Get the most from comparison websites

Page reading time: 2 minutes

When you're comparing things like insurance, superannuation, credit cards and home loans, comparison websites can be helpful. But they have limitations and may not cover all your options.

How comparison websites work

Comparison websites are a convenient way to compare costs and features in one place. They can be a good starting point, but it's important to keep in mind how they work. 

They make money

Comparison websites are businesses. They make money in different ways, for example:

Comparison criteria is not always clear

Ratings and rankings on comparison websites are not always clearly explained.

Find out what they're based on and compare them with ratings and rankings on other comparison sites.

Not all products are covered

Most comparison sites don't cover everything that's available. They usually only cover certain providers and certain products.

While price is one feature to compare, it's not always the most important. Check if the website is comparing all the features that are important to you.

Be careful entering your personal details into a comparison website

Comparison websites can be used to generate leads for cold callers who target you with offers that may not be in your best interest.

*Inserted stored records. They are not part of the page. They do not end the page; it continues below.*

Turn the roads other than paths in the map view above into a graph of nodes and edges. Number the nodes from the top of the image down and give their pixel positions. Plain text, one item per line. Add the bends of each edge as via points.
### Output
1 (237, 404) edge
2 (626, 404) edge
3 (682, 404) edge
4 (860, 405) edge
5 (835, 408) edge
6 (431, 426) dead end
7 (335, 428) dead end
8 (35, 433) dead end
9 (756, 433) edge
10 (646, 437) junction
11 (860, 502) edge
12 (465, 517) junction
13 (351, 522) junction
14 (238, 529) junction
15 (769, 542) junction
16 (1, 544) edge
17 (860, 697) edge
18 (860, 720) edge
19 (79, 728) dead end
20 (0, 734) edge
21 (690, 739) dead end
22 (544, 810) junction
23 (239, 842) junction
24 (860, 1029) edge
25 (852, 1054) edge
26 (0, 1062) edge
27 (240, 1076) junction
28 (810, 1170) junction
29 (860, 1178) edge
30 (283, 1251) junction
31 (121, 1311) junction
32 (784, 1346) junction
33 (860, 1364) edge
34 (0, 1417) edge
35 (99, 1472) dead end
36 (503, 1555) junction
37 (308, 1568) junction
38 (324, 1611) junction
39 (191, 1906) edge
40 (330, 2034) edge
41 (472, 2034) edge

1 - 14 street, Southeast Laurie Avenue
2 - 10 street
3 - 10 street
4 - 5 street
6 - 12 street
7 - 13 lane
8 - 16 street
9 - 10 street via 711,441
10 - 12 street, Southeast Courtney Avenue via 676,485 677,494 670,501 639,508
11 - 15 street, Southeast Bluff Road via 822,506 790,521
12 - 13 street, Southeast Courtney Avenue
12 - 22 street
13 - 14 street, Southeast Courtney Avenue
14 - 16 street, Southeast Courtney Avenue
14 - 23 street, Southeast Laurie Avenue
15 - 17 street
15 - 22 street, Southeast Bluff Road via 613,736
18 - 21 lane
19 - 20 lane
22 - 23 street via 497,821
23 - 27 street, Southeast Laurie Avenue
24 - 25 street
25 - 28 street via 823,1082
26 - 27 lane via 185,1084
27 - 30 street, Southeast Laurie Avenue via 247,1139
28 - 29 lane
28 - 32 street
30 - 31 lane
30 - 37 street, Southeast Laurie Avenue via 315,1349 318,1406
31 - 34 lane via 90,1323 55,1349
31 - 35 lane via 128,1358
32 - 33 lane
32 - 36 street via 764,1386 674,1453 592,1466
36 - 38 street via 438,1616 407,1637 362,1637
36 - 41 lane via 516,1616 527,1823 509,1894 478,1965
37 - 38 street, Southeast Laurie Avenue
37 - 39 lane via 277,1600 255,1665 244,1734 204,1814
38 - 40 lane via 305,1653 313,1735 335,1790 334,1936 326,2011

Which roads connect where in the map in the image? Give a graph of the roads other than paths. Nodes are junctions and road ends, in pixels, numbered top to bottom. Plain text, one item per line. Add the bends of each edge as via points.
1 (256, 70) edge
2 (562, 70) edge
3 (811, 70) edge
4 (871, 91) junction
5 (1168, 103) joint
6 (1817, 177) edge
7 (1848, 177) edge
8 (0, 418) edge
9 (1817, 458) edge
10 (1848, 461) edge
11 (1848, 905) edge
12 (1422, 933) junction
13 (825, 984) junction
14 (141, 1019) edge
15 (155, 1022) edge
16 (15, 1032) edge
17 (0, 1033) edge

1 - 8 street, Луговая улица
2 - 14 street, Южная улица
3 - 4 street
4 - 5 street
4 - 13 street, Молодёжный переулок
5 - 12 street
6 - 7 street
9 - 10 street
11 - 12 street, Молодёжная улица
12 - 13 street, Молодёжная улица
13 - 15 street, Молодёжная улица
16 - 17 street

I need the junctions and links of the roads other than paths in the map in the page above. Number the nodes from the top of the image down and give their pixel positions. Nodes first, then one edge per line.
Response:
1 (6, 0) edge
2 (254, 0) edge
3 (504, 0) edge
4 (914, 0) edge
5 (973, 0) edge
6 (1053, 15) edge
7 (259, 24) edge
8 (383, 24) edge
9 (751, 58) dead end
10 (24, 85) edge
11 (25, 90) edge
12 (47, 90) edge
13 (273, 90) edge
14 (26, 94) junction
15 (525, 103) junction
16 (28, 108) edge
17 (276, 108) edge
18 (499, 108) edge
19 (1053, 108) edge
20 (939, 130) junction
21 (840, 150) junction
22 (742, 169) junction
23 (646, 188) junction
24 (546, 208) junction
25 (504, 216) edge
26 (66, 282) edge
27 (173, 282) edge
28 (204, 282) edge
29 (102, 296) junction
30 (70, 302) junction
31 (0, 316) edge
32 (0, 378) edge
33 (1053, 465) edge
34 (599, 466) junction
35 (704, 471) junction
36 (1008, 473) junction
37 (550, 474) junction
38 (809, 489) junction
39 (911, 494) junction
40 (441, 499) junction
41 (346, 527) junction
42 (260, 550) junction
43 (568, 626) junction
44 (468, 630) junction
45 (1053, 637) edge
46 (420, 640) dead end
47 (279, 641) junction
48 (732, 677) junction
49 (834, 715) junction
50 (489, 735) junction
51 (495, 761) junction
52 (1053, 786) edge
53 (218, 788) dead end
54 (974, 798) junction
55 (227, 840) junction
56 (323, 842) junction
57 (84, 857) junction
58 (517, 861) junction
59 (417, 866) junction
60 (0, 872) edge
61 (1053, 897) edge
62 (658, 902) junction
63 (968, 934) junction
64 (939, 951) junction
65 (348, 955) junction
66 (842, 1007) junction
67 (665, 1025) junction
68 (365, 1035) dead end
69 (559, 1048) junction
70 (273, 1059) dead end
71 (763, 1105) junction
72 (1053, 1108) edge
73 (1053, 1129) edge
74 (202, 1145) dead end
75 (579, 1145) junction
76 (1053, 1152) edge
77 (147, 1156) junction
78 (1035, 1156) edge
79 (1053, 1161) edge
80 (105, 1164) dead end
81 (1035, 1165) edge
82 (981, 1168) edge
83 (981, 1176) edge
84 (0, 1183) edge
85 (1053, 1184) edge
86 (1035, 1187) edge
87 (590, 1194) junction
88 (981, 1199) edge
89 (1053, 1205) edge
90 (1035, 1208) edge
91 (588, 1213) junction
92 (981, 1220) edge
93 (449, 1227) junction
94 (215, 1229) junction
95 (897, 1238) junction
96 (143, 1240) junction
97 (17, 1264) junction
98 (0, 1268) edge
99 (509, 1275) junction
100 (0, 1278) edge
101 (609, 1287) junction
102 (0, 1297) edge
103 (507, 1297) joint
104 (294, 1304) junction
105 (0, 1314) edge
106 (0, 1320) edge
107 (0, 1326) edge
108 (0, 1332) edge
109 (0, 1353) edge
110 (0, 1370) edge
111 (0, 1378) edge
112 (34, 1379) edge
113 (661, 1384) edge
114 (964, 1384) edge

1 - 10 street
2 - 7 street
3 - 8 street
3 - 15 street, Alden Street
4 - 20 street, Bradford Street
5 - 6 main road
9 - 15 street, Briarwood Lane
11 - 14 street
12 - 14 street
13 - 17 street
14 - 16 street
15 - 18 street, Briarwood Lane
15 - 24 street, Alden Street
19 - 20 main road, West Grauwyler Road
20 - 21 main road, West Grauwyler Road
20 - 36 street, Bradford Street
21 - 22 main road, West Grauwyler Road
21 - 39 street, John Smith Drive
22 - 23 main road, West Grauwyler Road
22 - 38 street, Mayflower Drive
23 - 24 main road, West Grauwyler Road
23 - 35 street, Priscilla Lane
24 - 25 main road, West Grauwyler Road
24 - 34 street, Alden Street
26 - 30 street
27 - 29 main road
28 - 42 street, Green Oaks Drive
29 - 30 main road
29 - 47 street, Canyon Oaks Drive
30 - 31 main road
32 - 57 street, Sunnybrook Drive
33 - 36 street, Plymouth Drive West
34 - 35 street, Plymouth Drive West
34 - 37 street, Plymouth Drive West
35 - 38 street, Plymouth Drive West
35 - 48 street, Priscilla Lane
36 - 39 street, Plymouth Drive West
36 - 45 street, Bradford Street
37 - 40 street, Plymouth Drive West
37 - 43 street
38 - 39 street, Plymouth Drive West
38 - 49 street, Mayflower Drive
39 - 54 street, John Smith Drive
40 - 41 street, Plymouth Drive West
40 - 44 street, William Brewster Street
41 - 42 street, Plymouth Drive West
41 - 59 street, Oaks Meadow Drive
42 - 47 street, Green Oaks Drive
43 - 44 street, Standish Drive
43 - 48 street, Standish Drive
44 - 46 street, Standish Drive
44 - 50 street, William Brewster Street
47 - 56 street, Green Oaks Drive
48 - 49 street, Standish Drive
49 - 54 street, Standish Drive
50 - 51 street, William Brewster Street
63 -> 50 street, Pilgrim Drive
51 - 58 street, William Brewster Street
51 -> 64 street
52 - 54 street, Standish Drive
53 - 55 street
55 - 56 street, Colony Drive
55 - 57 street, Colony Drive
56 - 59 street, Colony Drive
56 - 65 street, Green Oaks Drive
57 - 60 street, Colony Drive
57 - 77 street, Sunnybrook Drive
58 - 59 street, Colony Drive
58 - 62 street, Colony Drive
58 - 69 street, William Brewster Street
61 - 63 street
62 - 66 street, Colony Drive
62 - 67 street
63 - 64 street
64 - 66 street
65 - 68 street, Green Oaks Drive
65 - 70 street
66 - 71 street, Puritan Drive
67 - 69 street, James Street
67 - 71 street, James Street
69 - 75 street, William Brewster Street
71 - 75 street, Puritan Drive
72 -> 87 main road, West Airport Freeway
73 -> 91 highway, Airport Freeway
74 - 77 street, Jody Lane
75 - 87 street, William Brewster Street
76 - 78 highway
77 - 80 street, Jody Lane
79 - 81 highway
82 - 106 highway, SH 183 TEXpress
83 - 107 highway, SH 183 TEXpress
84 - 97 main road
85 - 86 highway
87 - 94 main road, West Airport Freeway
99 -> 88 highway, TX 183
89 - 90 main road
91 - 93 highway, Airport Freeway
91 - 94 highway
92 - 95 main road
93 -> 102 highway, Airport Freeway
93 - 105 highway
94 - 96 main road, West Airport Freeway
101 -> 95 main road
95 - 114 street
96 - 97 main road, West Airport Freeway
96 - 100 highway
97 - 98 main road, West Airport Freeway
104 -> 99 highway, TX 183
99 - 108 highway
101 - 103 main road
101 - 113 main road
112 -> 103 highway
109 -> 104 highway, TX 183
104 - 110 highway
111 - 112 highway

Cold callers are currently using high pressure sales tactics to get people to compare and switch super funds.

How to use comparison websites

Here's how to get the most from comparison websites:

Identify key features to compare -  Before you start searching, work out what you want and what features you're going to compare. For example, fees, interest rates, exclusions.

Shop around - Look for other products or providers not listed on the comparison website by searching online or using consumer advocate websites (for example, Choice). 

Make a short list - Identify your top results by using your key features list.

Get more detail - Compare the top one or two results by reading the fine print. Look at the product disclosure statement (PDS) or other information about the features and fees. Look for extra fees not covered in the initial comparison, and make sure the features you're comparing are similar.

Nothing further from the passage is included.